Call-to-action buttons (CTA) cannot be affirmations for irrelevant actions ("Play now," "I'm Human"). General CTA such as "Continue," "Next," or "Add Now," are not prohibited, but must comply with the disclosure requirements to provide adequate context to the user.
Misleading interactive elements are not limited to those that lead to the Chrome Web Store listing. Confusing interactions after a user closes the extension listing are subject to our guidelines.
What are the requirements for Chrome Web Store listing windows? #
The Chrome listing includes essential information about the extension that the Chrome Web Store is able to review. The window should be sized such that the user can easily review all the content on the extension listing, not just the title and "Add to Chrome" button. Unfortunately, we have seen bad actors make the listing window smaller to trick users into installing an extension.

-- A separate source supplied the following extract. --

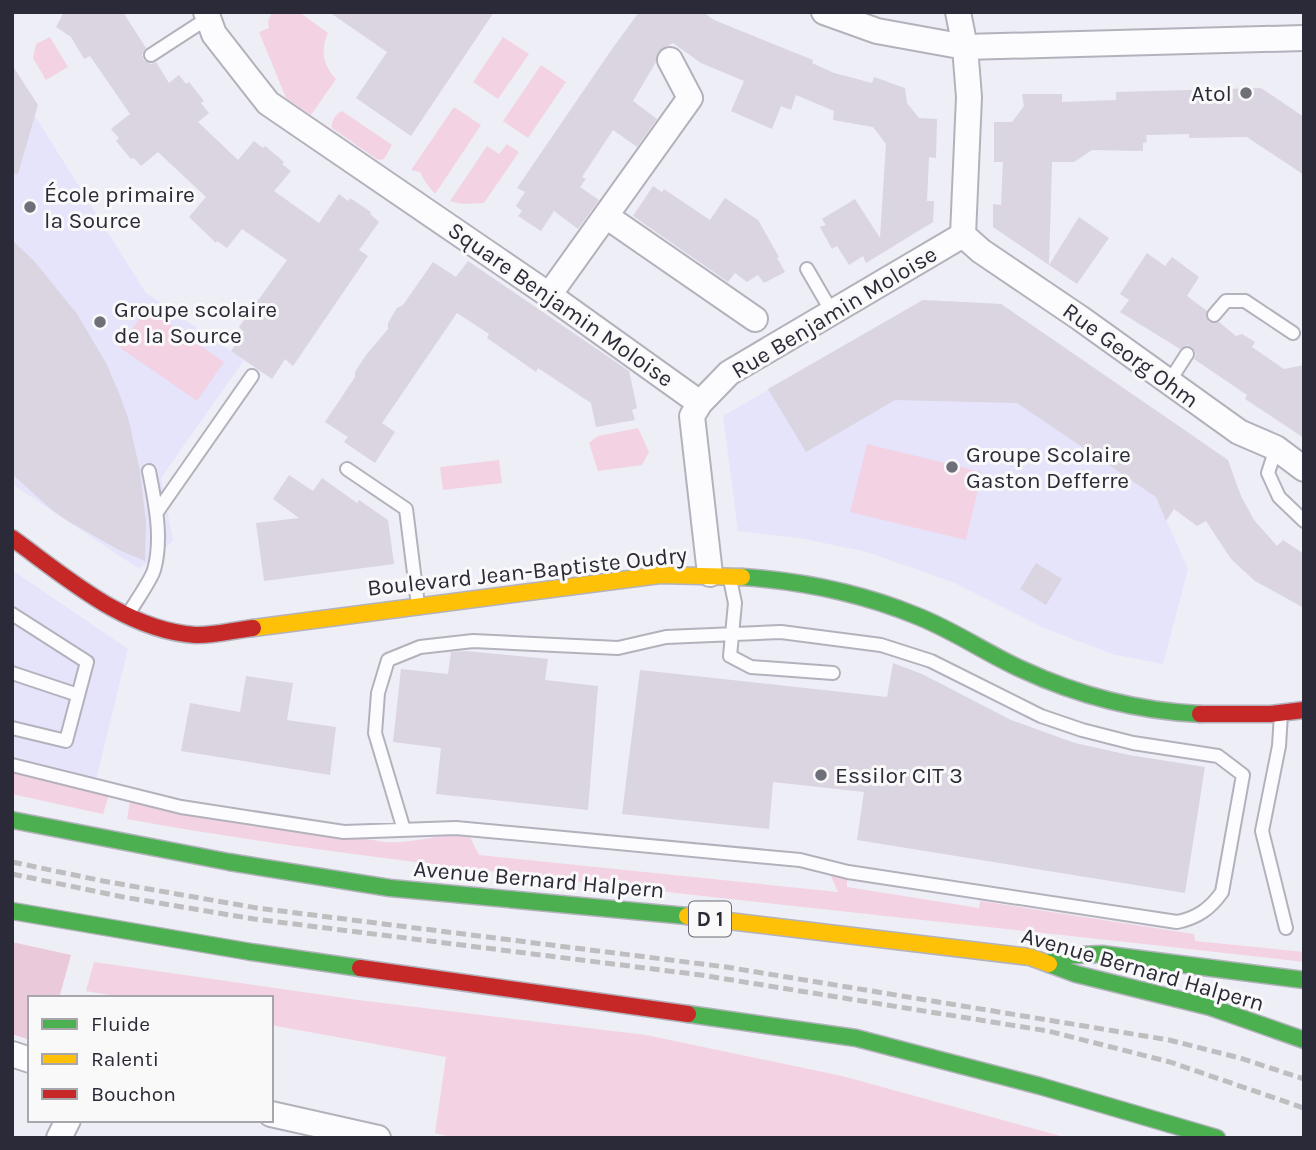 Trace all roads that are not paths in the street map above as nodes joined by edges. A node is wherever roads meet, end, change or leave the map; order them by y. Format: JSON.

To comply with this requirement, the referrer page must ensure that the listing window is no smaller than the size of the referrer, and does not have the effect of withholding or hiding extension metadata from the user. Referrer pages cannot utilize distracting elements, such as animations or audio, to interrupt the installation flow.
I comply with Ads policies, do I comply with the Chrome Web Store policy? #
Quite likely yes, but they are different policies and it is the responsibility of the developer to comply with both. However, a violation of the Google Ads Misrepresentation Policy or Abusing the ad network does violate Chrome Web Store Developer Program Policies.
What if I use affiliates that independently create and advertise my extensions? #
Extensions must be marketed responsibly, and it is up to the developer to ensure that all parts of your extension and all installation flows are compliant with all our program policies. We will remove extensions from the Chrome Web Store irrespective of whether the developer or its contractors or affiliates engage in deceptive installation tactics.
What happens to an extension found engaging in deceptive installation tactics? #
A notification email will be sent to the associated developer account of the extension about the action taken against your extension. Depending on the egregiousness of the deceptive behavior there are different outcomes for your extension:
- A warning email that deceptive installation tactics for your extension have been identified
- Immediate removal of the violating extension and disabling of its active user base
What should I do if I receive a warning email? #
Review all of your extension's marketing materials, both developed by you or a 3rd party, for compliance per our program policies. Repeated warnings may result in removal of your extension from the Chrome Web Store and disabling of your extension's user base.
Is there a way to appeal this decision? #
Yes, appeals can be made through the instructions included in the notification email you will receive to the email address listed under your CWS developer account. Our enforcement team will process the appeal within 48 hours.